Publié le 10 septembre 2008 par Zoerose

  Après avoir lu "Hygiène de l'assassin" (et pris un grand plaisir à le faire, comme je vous l'ai expliqué ici), j'ai eu envie de connaître un peu mieux l'oeuvre d'Amélie Nothomb dont j'ignorais tout, si ce n'est le fait qu'elle était présente, depuis plusieurs années, à chaque rentrée littéraire et présente sur tous les plateaux télé sur lesquels il était question de bouquins, faisant chaque fois polémique. Ce côté auteur "à la mode", "DOP" (Dont On Parle), qui aime créer le buzz autour de son bouquin de l'année, qui a un look et un phrasé tellement à part qu'il ne peut qu'être étudié pour les caméras ... tout ça me rendait Amélie Nothomb relativement antipathique, et ne me donnait pas du tout envie de la lire.
Ainsi, "Hygiène de l'assasin" m'a cloué le bec ... une fois de plus je m'étais trompée : j'aime la plume d'Amélie Nothomb !

  "Stupeur et tremblements" a largement été à la hauteur, bien que le style et le genre soit complètement différent du premier. Ici l'auteur nous donne à lire un pan (7 mois) de sa vie :

Amélie, fille de diplomate Belge, est née au Japon dont elle maîtrise la langue et admire la culture et le raffinement. Elle est comblée lorsqu'elle est embauchée dans la tentaculaire et puissante société Yumimoto.
Quel est son poste ? Quel doit être son rôle dans cette société ? Elle n'en sait rien : elle devait y être traductrice, mais la Hiérarchie en a décidé autrement : d'aide-comptable à dame-pipi, la jeune belge va rapidement comprendre, ou en tout cas subir, l'inflexibilité de la Hiérarchie et surtout sa supérieure, la sublime Fubuki.

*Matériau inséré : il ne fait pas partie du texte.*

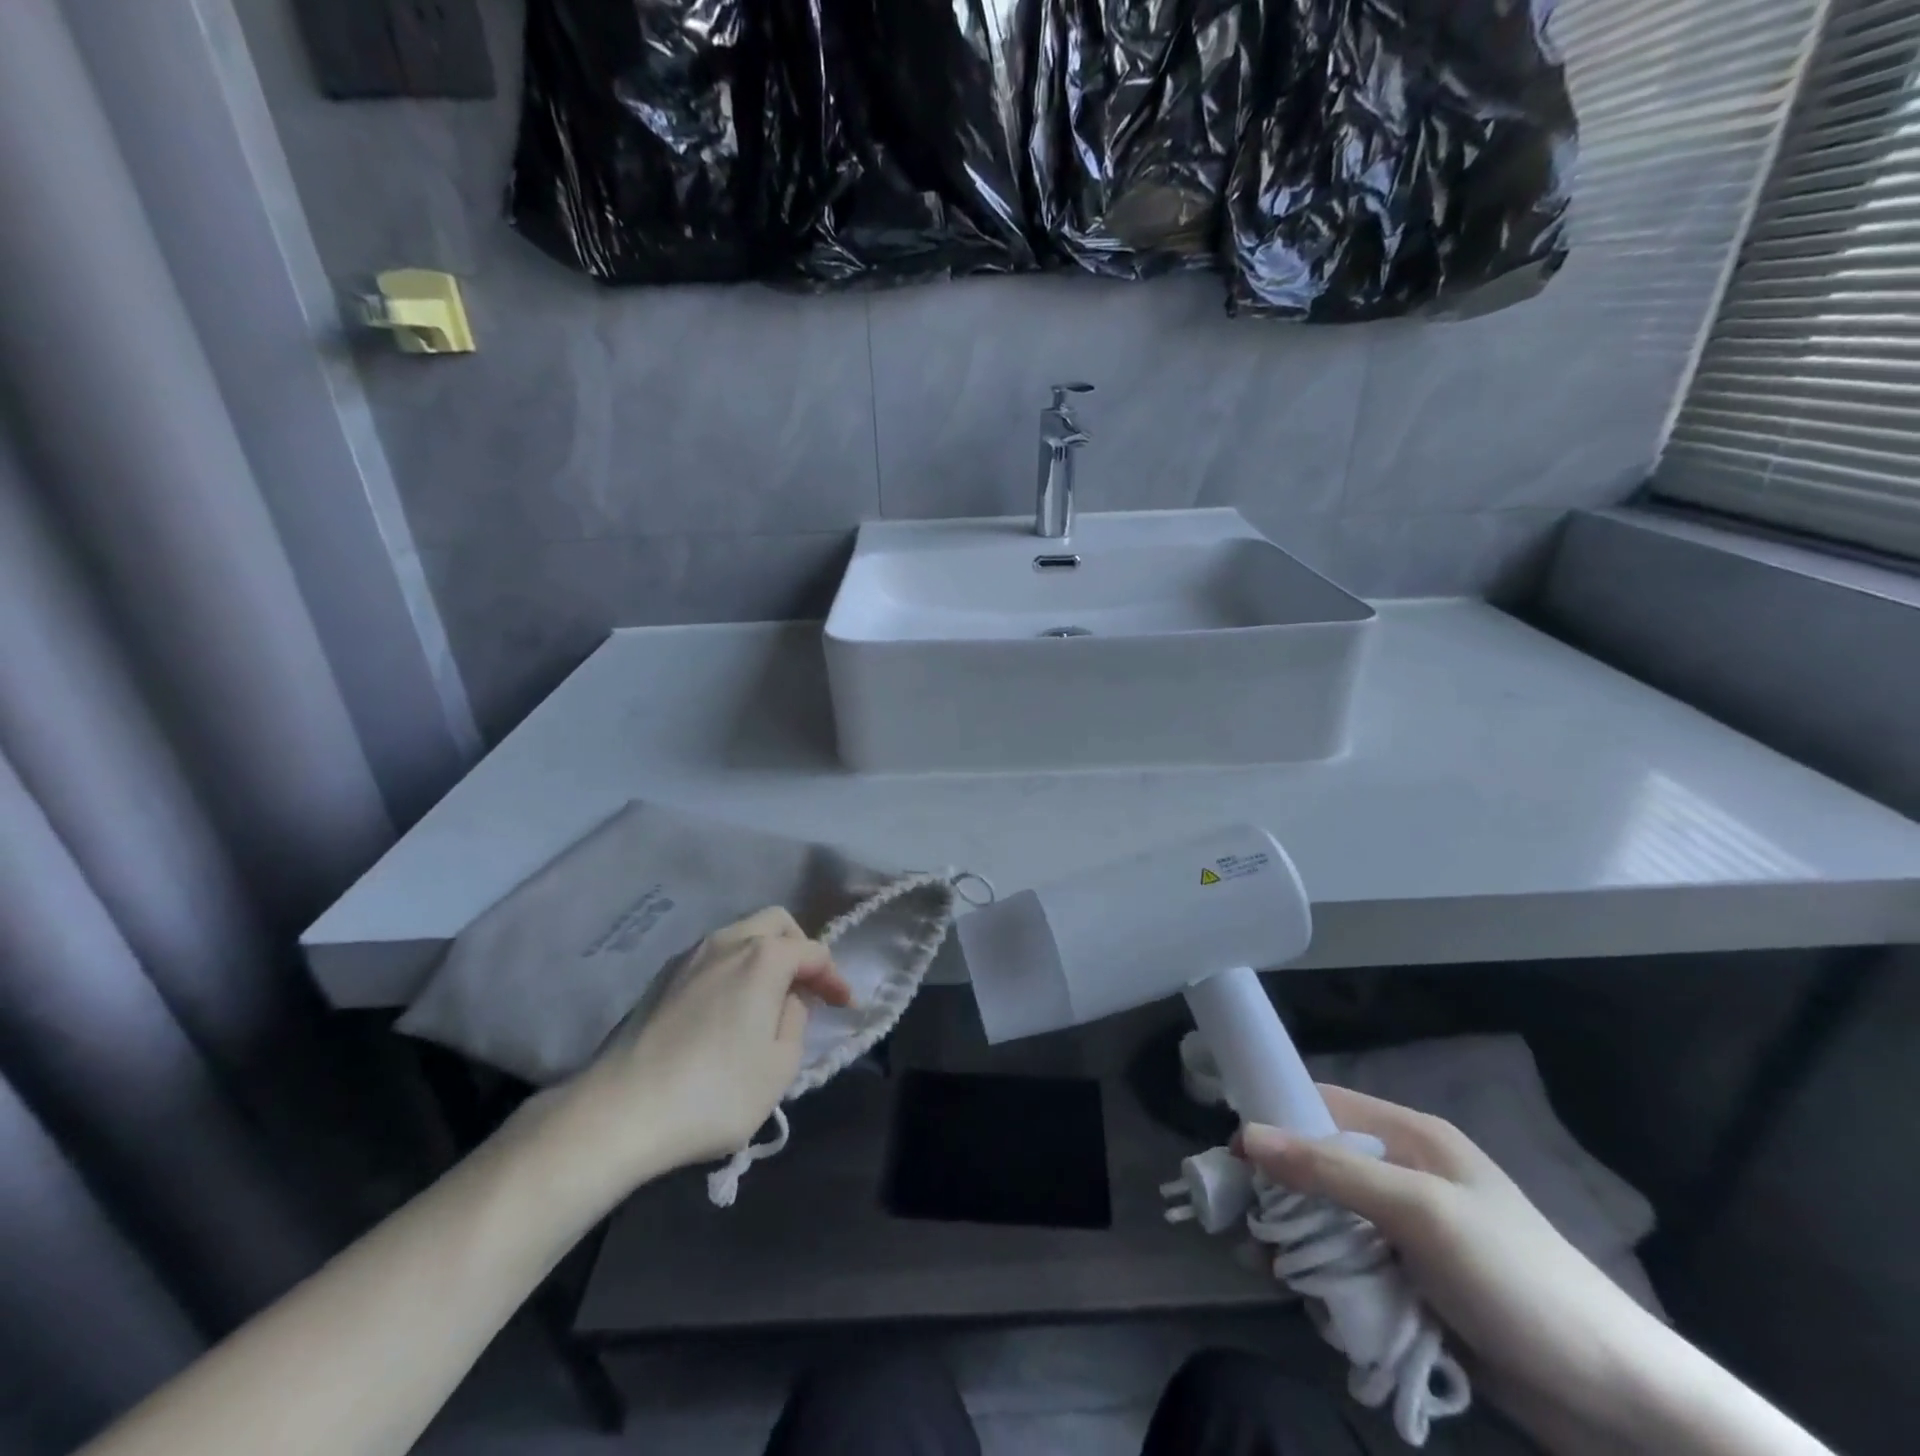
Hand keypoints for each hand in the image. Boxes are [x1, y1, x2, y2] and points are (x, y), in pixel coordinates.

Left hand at [559, 907, 850, 1185]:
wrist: (618, 1113)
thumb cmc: (714, 1092)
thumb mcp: (779, 1066)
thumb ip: (795, 1021)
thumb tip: (785, 1001)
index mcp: (763, 957)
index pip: (813, 952)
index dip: (834, 977)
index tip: (845, 1005)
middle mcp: (726, 942)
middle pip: (776, 923)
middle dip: (799, 949)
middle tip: (805, 988)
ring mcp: (688, 956)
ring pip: (740, 935)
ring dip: (763, 957)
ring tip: (767, 999)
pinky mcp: (660, 978)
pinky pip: (711, 957)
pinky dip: (732, 969)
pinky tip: (727, 1009)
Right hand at [1236, 1087, 1664, 1438]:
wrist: (1621, 1404)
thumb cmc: (1517, 1281)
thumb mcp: (1420, 1213)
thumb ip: (1330, 1172)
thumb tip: (1245, 1135)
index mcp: (1412, 1138)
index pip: (1323, 1106)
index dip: (1275, 1120)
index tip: (1231, 1154)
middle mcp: (1407, 1175)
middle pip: (1320, 1166)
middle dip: (1280, 1192)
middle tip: (1244, 1223)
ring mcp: (1412, 1233)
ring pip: (1331, 1219)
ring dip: (1300, 1241)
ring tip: (1270, 1269)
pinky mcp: (1417, 1283)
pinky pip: (1352, 1265)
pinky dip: (1327, 1277)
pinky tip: (1309, 1299)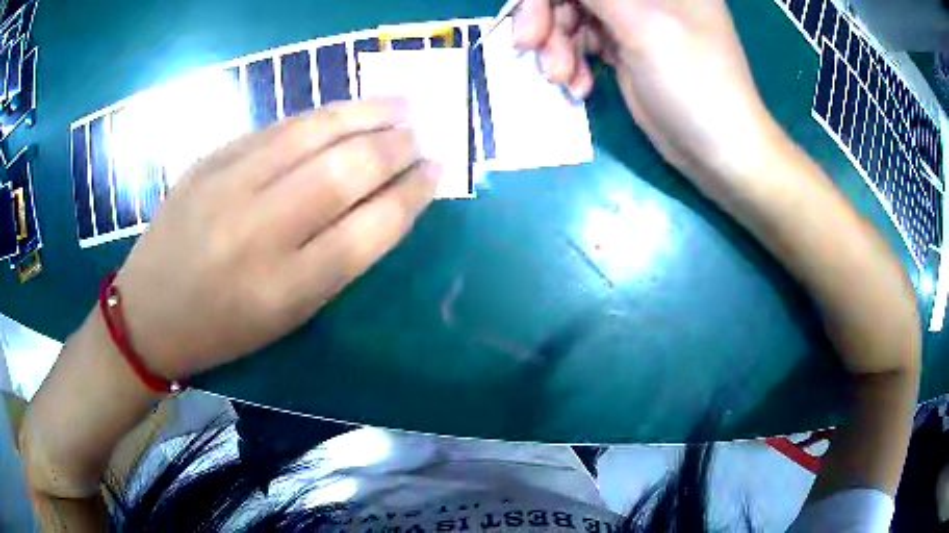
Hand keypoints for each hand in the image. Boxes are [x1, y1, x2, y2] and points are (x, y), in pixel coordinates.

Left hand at [113, 98, 440, 378]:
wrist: (148, 313)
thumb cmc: (222, 329)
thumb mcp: (287, 316)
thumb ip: (335, 260)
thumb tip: (381, 203)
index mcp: (286, 289)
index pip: (369, 230)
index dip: (411, 195)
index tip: (436, 173)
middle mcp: (259, 232)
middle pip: (344, 173)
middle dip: (395, 147)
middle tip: (422, 134)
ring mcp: (227, 186)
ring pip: (311, 134)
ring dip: (364, 114)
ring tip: (400, 103)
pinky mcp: (209, 161)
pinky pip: (275, 129)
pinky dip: (318, 117)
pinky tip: (343, 111)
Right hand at [513, 0, 781, 182]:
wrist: (719, 152)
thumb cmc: (694, 83)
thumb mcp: (642, 25)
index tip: (530, 21)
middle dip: (547, 17)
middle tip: (528, 48)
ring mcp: (634, 20)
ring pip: (572, 16)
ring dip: (557, 46)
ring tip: (562, 79)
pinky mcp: (626, 49)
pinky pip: (583, 42)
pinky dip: (573, 62)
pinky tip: (580, 87)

"Récapitulons. Petite, je voulais devenir Dieu. Très vite je compris que c'était trop demander et je mis un peu d'eau bénite dans mon vin de messe : je serais Jésus. J'eus rapidement conscience de mon excès d'ambition et acceptai de "faire" martyre quand je serais grande.
Adulte, je me résolus à être moins mégalomane et à travailler comme interprête dans une société japonaise. Hélas c'était trop bien pour moi et je dus descendre un échelon pour devenir comptable. Mais il n'y avait pas de frein à ma foudroyante chute sociale. Je fus donc mutée au poste de rien du tout. Malheureusement - j'aurai dû m'en douter -, rien du tout, c'était encore trop bien pour moi. Et ce fut alors que je reçu mon affectation ultime : nettoyeuse de chiottes."

Ce huis clos, où le lieu unique est l'Entreprise et les rapports humains se limitent aux ordres donnés par la Hiérarchie, est drôle et incisif !

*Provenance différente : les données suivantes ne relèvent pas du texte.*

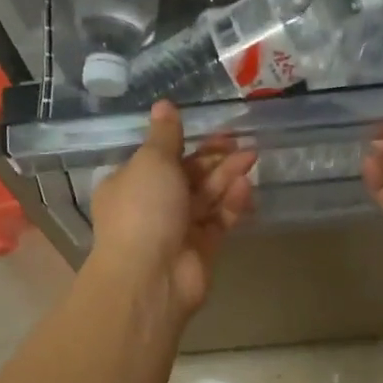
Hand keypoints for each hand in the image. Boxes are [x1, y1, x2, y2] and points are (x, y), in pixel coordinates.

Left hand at [88, 101, 256, 318]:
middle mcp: (152, 205)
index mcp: (130, 183)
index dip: (186, 142)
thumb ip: (164, 135)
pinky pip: (219, 220)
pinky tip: (246, 188)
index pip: (160, 158)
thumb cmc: (143, 210)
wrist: (151, 277)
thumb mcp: (151, 162)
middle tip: (241, 142)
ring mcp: (178, 229)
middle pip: (188, 176)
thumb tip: (164, 105)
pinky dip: (231, 204)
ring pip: (206, 197)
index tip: (213, 128)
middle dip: (214, 158)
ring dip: (227, 176)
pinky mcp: (202, 249)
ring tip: (252, 157)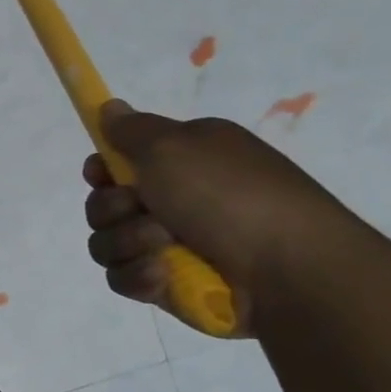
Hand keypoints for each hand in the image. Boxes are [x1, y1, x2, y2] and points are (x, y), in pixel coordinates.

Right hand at [82, 101, 357, 333]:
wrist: (289, 271)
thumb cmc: (230, 196)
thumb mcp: (174, 146)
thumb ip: (132, 129)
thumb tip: (109, 107)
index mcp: (184, 160)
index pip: (120, 161)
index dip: (103, 169)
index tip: (101, 174)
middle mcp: (175, 199)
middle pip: (103, 203)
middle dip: (112, 208)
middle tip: (141, 209)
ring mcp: (170, 245)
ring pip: (107, 241)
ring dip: (126, 242)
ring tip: (162, 247)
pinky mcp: (167, 284)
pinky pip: (122, 277)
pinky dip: (138, 275)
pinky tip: (162, 276)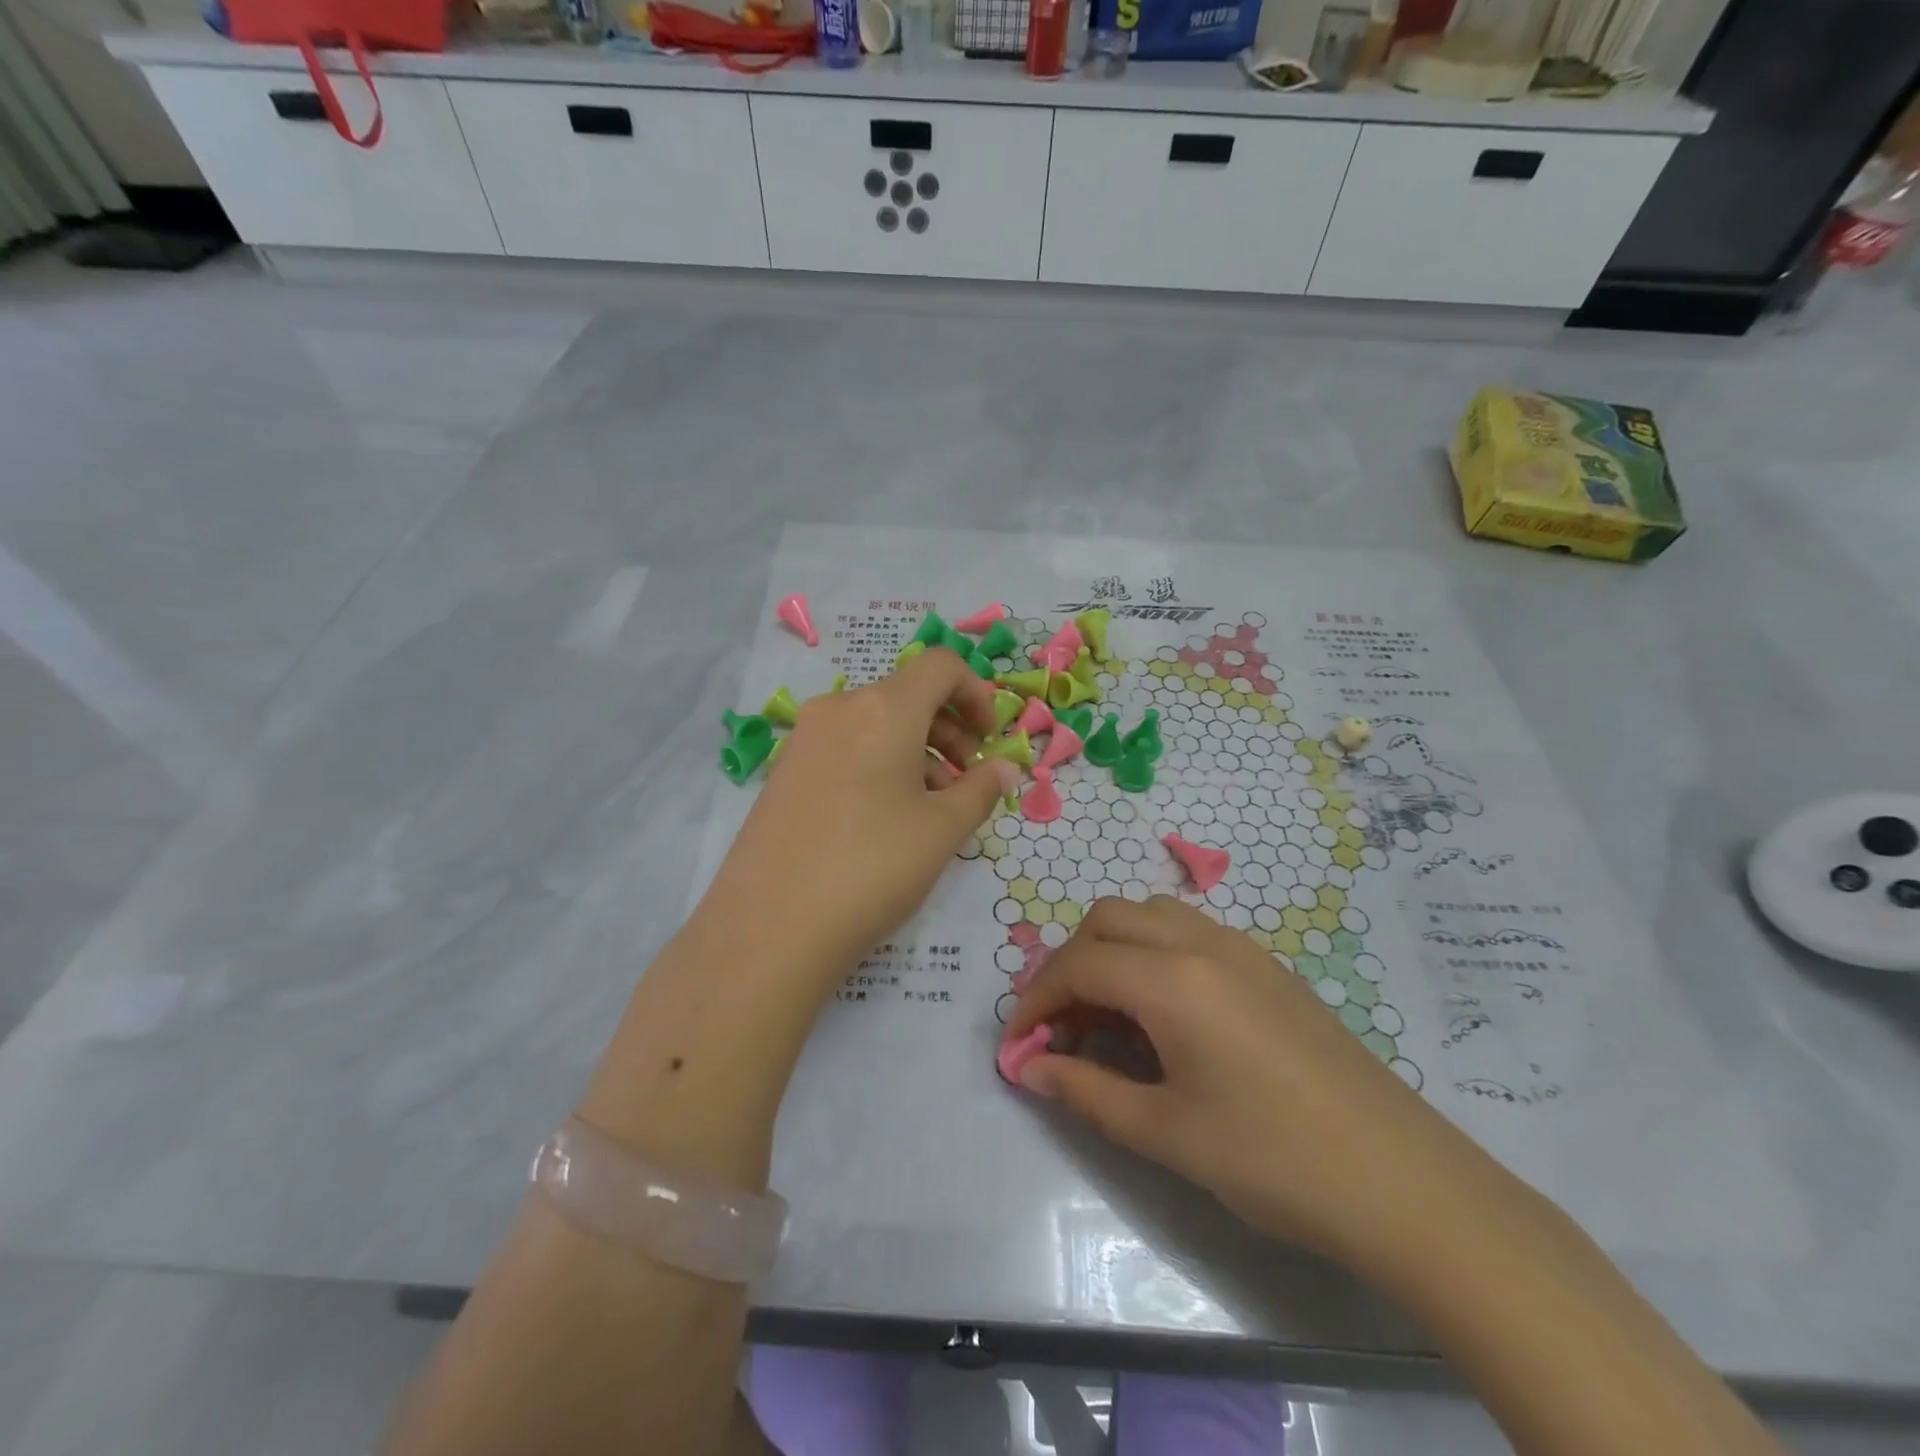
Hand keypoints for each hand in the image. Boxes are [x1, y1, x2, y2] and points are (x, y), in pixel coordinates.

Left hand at [700, 649, 1019, 978]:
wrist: (770, 927)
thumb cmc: (873, 867)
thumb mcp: (942, 830)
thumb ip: (981, 790)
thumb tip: (1004, 768)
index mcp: (883, 709)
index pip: (941, 666)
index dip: (977, 694)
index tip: (989, 742)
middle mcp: (839, 709)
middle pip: (908, 696)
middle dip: (950, 731)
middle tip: (967, 782)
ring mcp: (805, 740)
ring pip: (876, 726)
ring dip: (916, 753)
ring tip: (931, 811)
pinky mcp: (784, 772)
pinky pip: (846, 749)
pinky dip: (879, 766)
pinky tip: (885, 821)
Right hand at [1005, 895, 1501, 1272]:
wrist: (1405, 1184)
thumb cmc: (1272, 1159)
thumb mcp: (1165, 1132)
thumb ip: (1085, 1091)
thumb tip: (1030, 1068)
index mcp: (1172, 978)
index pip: (1079, 964)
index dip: (1036, 999)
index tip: (1018, 1044)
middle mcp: (1203, 943)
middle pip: (1109, 920)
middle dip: (1071, 963)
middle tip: (1063, 1025)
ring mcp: (1244, 950)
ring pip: (1152, 916)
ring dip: (1114, 951)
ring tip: (1110, 1016)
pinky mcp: (1271, 969)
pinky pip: (1191, 934)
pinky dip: (1154, 955)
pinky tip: (1165, 1015)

"Le Japon est le pays où le taux de suicide est le plus élevé, comme chacun sait. Pour ma part, ce qui m'étonne, c'est que le suicide n'y soit pas plus fréquent"


Le Japon me semblait très loin (géographiquement, mais également culturellement) ; Amélie Nothomb confirme ce sentiment, et me conforte dans l'idée que j'aurais été une très mauvaise japonaise ! :

"S'il faut admirer la Japonaise - et il le faut -, c'est parce qu'elle ne se suicide pas. On conspire contre son idéal depuis sa plus tendre enfance. On lui coule du plâtre à l'intérieur du cerveau : "si à vingt-cinq tu n'es pas mariée, tu auras des bonnes raisons d'avoir honte", "si tu ris, tu ne seras pas distinguée", "si ton visage exprime un sentiment, tu es vulgaire", "si tu mentionnes l'existence d'un poil sur ton corps, tu es immonde" "si un garçon t'embrasse sur la joue en public, tu es une putain", "si tu manges avec plaisir, tu es une truie", "si tu éprouves du plaisir à dormir, tu es une vache", etc."

  Il faut absolument que je vois le film qui a été tiré de ce livre !!! Sylvie Testud y joue le rôle d'Amélie Nothomb : elle doit y être parfaite !!!! J'adooore Sylvie Testud.